Para o biólogo e pesquisador integrante da equipe do Laboratório de Manipulação de Oócitos e Folículos Ovarianos Pré-Antrais (Lamofopa), da Faculdade de Veterinária da Uece, Fabrício Sousa Martins, o ovário artificial tem despertado o interesse de várias empresas do setor privado, pois a técnica desenvolvida representa uma alternativa para o aprimoramento de meios de cultura visando a maturação oocitária e, consequentemente, a produção “in vitro” de embriões animais e humanos. “Outra aplicação seria a preservação da fertilidade feminina nos casos de mulheres que se submeterão a tratamentos de radio ou quimioterapias (casos de câncer) e que necessitam ter seus ovários previamente removidos e congelados para posterior autotransplante ou cultivo in vitro”, destaca ele.

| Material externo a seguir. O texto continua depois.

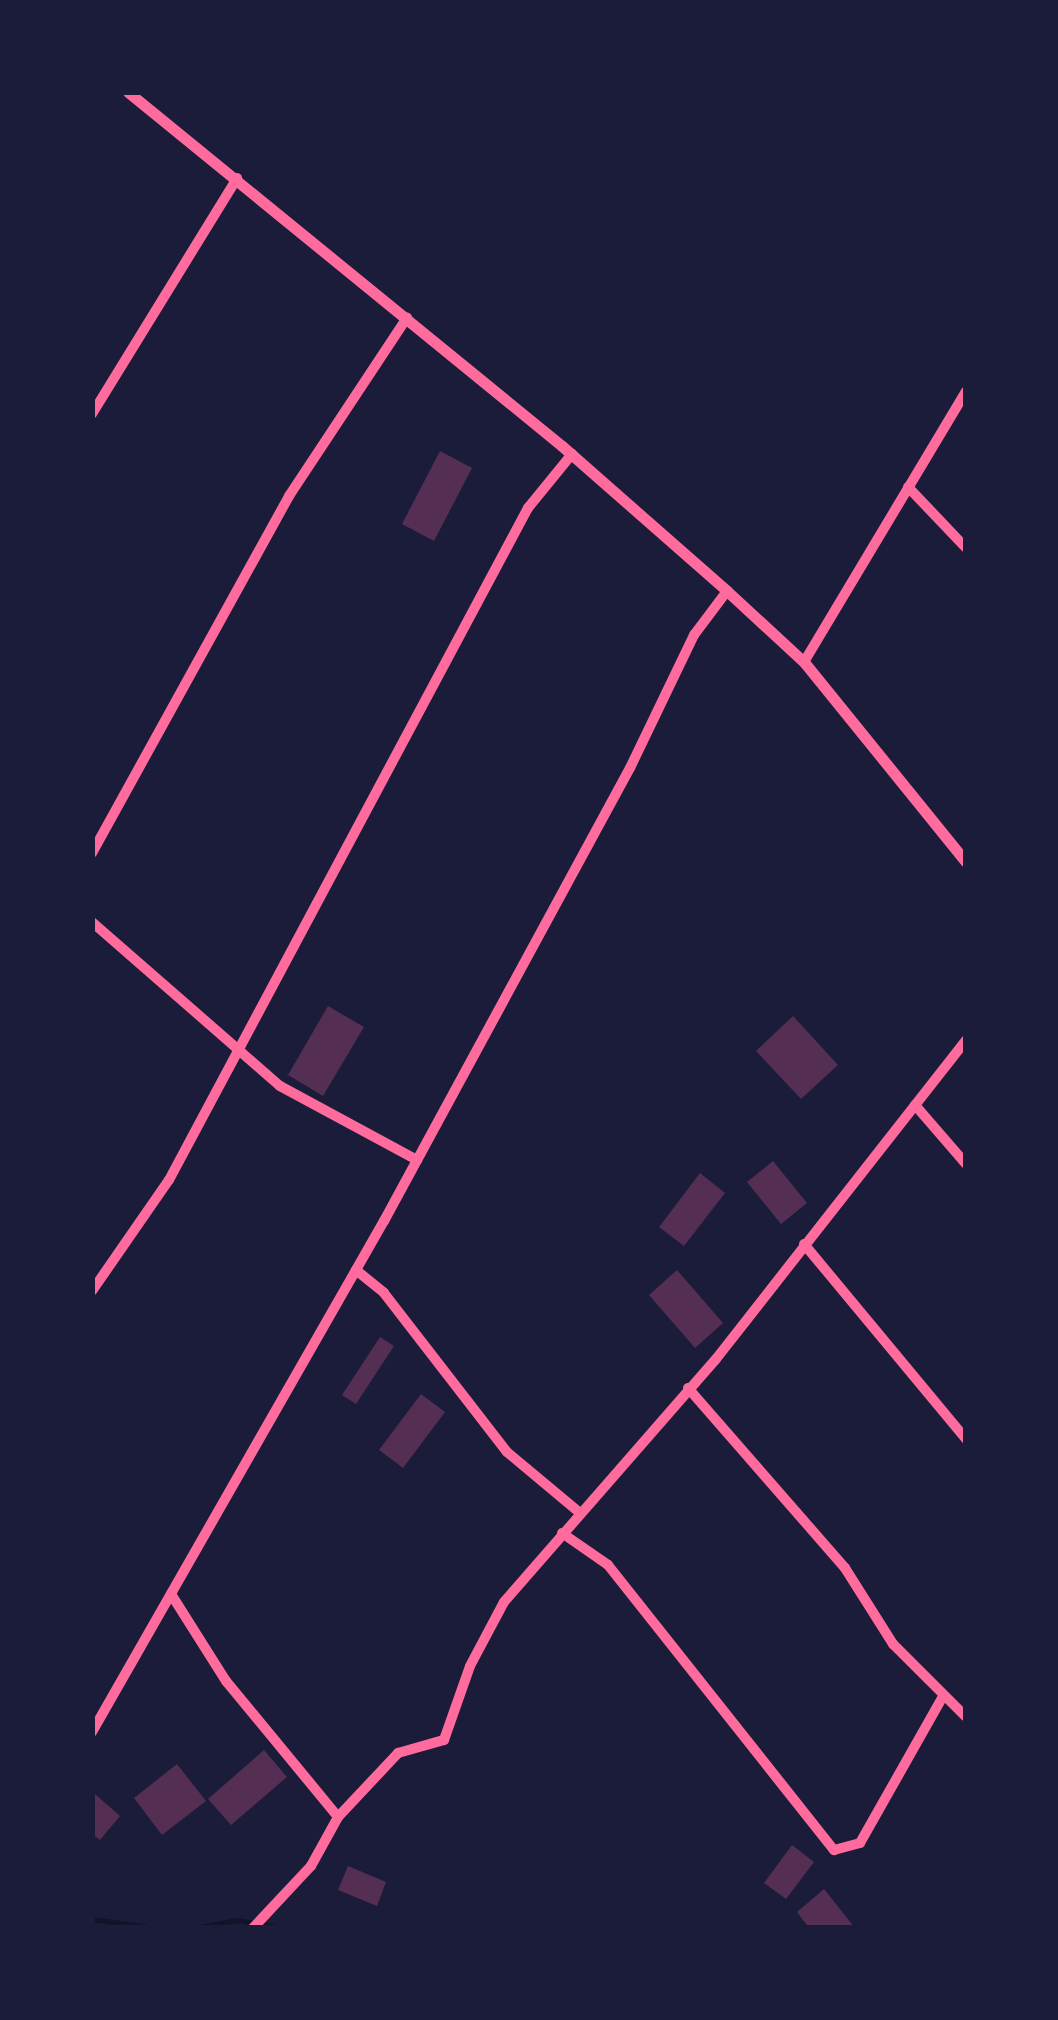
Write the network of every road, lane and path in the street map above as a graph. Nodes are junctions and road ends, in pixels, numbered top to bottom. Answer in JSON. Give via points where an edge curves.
{"nodes":[{"id":1,"x":128,"y":92,"type":"edge"},
{"id":2,"x":236,"y":178,"type":"junction"},
{"id":3,"x":407,"y":318,"type":"junction"},
{"id":4,"x":966,"y":390,"type":"edge"},
{"id":5,"x":92,"y":414,"type":"edge"},
{"id":6,"x":572,"y":454,"type":"junction"},
{"id":7,"x":908,"y":487,"type":"junction"},
{"id":8,"x":966,"y":548,"type":"edge"},
{"id":9,"x":727,"y":590,"type":"junction"},
{"id":10,"x":804,"y":662,"type":"junction"},
{"id":11,"x":92,"y":853,"type":"edge"},
{"id":12,"x":966,"y":862,"type":"edge"},
{"id":13,"x":92,"y":922,"type":"edge"},
{"id":14,"x":966,"y":1040,"type":"edge"},
{"id":15,"x":240,"y":1044,"type":"junction"},
{"id":16,"x":914,"y":1105,"type":"junction"},
{"id":17,"x":417,"y":1160,"type":"junction"},
{"id":18,"x":966,"y":1164,"type":"edge"},
{"id":19,"x":804,"y":1244,"type":"junction"},
{"id":20,"x":356,"y":1270,"type":"junction"},
{"id":21,"x":92,"y":1292,"type":"edge"},
{"id":22,"x":688,"y":1388,"type":"junction"},
{"id":23,"x":966,"y":1440,"type":"edge"},
{"id":24,"x":580,"y":1513,"type":"junction"},
{"id":25,"x":562,"y":1533,"type":"junction"},
{"id":26,"x":171,"y":1594,"type":"junction"},
{"id":27,"x":943,"y":1696,"type":"junction"},
{"id":28,"x":966,"y":1717,"type":"edge"},
{"id":29,"x":92,"y":1732,"type":"edge"},
{"id":30,"x":338,"y":1817,"type":"junction"},
{"id":31,"x":253,"y":1928,"type":"edge"}],
"edges":[{"from":1,"to":2,"type":"street"},
{"from":2,"to":3,"type":"street"},
{"from":2,"to":5,"type":"street"},
{"from":3,"to":6,"type":"street"},
{"from":3,"to":11,"type":"street","via":[[289,496]]},
{"from":4,"to":7,"type":"street"},
{"from":6,"to":9,"type":"street"},
{"from":6,"to":15,"type":"street","via":[[528,508]]},
{"from":7,"to":8,"type":"street"},
{"from":7,"to":10,"type":"street"},
{"from":9,"to":10,"type":"street"},
{"from":9,"to":17,"type":"street","via":[[694,635],[630,768]]},
{"from":10,"to":12,"type":"street"},
{"from":13,"to":15,"type":"street"},
{"from":14,"to":16,"type":"street"},
{"from":15,"to":17,"type":"street","via":[[280,1086]]},
{"from":15,"to":21,"type":"street","via":[[169,1180]]},
{"from":16,"to":18,"type":"street"},
{"from":16,"to":19,"type":"street"},
{"from":17,"to":20,"type":"street"},
{"from":19,"to":22,"type":"street"},
{"from":19,"to":23,"type":"street"},
{"from":20,"to":24,"type":"street","via":[[384,1293],[507,1452]]},
{"from":20,"to":26,"type":"street"},
{"from":22,"to":24,"type":"street"},
{"from":22,"to":27,"type":"street","via":[[844,1568],[893,1644]]},
{"from":24,"to":25,"type":"street"},
{"from":25,"to":27,"type":"street","via":[[608,1565],[834,1850],[860,1843]]},
{"from":25,"to":30,"type":"street","via":[[504,1602],[470,1666],[444,1740],[398,1753]]},
{"from":26,"to":29,"type":"street"},
{"from":26,"to":30,"type":"street","via":[[226,1681]]},
{"from":27,"to":28,"type":"street"},
{"from":30,"to":31,"type":"street","via":[[311,1866]]}]}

“Em outra vertente, esta técnica também possui grande importância para o desenvolvimento de métodos de esterilização, pois permite avaliar in vitro a ação de agentes imunológicos ou químicos capazes de eliminar os óvulos em seus estágios iniciais de crescimento. Estudos visando o estabelecimento de técnicas de imunoesterilização para cães e gatos, que poderão contribuir para a solução do problema de superpopulação destes animais nas cidades, também vêm sendo realizados no Lamofopa”, afirma o médico veterinário, Cláudio Afonso Pinho Lopes, pesquisador responsável por esta linha de estudo no Laboratório da Favet.